> Work request:
List all the lines in these records that hold "down".

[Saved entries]
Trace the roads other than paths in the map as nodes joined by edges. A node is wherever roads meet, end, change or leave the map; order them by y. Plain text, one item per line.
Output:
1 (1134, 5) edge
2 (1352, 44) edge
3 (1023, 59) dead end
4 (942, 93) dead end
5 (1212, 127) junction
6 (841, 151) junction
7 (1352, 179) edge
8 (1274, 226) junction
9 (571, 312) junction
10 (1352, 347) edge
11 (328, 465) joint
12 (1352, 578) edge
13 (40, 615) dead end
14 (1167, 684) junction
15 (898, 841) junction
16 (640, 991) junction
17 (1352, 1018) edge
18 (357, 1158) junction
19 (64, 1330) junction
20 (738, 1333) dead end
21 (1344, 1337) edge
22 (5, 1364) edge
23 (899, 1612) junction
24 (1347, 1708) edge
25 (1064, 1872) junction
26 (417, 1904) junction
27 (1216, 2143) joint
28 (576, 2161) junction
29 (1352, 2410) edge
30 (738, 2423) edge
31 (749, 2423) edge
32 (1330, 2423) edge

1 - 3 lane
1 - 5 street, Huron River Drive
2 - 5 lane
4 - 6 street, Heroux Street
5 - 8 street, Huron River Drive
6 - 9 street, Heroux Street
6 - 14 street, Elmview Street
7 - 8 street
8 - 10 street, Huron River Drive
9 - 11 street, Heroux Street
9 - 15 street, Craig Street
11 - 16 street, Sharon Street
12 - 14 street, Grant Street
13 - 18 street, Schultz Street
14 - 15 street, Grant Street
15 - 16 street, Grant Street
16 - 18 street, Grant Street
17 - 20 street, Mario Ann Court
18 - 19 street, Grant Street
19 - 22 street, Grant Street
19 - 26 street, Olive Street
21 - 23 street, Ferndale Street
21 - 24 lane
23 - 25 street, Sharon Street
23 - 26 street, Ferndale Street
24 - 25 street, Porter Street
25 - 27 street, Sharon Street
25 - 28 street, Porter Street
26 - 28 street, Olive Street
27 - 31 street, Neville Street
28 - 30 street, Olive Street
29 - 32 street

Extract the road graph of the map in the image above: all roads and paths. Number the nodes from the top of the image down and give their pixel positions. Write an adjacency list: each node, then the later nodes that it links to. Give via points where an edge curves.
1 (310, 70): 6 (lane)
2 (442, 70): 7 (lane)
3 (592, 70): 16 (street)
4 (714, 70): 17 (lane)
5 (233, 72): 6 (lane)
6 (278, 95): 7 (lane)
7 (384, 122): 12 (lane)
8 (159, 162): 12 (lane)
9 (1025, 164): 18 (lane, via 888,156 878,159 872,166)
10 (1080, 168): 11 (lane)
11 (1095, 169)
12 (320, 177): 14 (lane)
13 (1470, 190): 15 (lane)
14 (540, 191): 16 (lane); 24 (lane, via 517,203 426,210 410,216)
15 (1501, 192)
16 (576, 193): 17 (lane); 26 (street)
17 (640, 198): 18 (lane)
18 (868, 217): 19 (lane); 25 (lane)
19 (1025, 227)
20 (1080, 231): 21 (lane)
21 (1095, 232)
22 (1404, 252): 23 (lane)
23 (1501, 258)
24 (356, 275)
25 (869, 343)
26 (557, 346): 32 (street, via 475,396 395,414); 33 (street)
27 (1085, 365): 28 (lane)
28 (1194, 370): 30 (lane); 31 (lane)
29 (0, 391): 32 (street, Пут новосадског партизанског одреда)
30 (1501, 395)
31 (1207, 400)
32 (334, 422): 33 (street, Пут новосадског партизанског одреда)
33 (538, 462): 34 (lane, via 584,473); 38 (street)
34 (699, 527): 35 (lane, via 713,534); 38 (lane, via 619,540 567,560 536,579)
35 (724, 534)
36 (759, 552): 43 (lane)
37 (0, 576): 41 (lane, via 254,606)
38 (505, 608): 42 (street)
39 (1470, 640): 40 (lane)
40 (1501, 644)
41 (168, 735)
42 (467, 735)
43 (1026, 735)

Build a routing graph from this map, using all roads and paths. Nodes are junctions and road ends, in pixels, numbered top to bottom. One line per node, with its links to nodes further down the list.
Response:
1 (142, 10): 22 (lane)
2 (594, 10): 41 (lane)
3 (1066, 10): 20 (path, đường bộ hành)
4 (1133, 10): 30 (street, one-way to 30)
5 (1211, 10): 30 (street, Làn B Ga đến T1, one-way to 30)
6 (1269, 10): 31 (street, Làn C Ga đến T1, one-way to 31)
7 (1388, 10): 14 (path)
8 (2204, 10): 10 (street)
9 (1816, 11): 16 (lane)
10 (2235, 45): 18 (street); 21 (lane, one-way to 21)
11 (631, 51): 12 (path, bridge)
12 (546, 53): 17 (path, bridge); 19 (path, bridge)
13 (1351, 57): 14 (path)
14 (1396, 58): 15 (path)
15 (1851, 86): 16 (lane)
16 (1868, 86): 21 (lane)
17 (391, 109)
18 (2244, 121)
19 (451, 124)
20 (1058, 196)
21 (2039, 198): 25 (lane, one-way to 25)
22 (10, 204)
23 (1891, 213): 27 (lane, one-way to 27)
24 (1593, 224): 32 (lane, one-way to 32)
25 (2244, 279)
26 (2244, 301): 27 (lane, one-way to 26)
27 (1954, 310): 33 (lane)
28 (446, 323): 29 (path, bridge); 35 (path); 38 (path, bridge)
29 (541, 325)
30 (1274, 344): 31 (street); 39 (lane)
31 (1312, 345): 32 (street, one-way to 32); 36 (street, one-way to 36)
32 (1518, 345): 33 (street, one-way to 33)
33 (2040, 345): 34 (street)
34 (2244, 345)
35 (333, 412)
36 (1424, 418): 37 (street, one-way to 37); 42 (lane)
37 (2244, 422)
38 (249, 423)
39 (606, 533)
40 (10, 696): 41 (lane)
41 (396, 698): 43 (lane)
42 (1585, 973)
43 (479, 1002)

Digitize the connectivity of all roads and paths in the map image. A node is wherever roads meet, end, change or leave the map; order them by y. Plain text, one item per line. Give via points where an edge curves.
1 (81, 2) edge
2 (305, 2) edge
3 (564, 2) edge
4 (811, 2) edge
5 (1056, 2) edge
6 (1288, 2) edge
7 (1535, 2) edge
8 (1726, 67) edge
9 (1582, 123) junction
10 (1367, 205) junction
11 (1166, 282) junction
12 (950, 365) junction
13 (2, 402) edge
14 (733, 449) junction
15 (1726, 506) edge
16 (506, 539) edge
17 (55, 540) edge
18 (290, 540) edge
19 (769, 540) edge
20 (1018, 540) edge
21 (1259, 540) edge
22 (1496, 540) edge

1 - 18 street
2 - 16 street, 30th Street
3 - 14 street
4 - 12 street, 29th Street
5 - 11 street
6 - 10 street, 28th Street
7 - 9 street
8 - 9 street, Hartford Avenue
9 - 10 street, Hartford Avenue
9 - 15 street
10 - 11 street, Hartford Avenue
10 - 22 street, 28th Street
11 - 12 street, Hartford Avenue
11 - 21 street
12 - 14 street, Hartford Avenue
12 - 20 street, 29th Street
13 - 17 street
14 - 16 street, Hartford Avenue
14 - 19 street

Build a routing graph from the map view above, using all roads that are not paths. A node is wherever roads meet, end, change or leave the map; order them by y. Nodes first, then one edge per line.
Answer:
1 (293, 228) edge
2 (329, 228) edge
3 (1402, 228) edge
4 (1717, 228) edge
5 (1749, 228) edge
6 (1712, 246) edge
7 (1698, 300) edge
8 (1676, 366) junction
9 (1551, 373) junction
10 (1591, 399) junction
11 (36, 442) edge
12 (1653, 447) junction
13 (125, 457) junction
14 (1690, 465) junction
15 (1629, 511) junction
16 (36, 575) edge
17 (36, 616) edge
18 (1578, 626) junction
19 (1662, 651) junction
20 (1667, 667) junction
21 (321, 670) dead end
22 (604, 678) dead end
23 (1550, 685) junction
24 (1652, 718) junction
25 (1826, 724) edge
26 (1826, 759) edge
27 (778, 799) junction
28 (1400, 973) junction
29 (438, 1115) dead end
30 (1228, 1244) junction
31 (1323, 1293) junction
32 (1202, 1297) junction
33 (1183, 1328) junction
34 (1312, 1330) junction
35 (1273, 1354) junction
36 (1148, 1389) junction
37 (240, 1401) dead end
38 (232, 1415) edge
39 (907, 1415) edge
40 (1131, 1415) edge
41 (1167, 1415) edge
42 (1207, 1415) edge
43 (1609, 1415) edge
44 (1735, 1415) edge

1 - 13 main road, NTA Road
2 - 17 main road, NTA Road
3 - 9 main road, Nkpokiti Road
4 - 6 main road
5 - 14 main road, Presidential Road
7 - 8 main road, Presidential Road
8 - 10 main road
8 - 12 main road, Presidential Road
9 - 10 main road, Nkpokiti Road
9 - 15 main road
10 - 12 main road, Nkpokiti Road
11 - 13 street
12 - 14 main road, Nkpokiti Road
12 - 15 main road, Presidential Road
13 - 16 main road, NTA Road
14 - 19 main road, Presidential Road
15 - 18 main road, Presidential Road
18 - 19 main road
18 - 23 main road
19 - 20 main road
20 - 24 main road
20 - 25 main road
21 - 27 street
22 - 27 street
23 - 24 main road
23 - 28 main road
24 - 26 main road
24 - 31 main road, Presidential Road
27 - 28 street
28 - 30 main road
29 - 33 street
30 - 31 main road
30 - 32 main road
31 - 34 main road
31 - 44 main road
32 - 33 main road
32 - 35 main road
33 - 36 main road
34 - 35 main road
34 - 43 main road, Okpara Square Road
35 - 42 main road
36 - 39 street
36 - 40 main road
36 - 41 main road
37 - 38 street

> Answer space:
Extract the road graph of the map in the image above: all roads and paths. Number the nodes from the top of the image down and give their pixel positions. Write an adjacency list: each node, then the later nodes that it links to. Give via points where an edge curves.
Build a routing graph from this map, using all roads and paths. Nodes are junctions and road ends, in pixels, numbered top to bottom. One line per node, with its links to nodes further down the list.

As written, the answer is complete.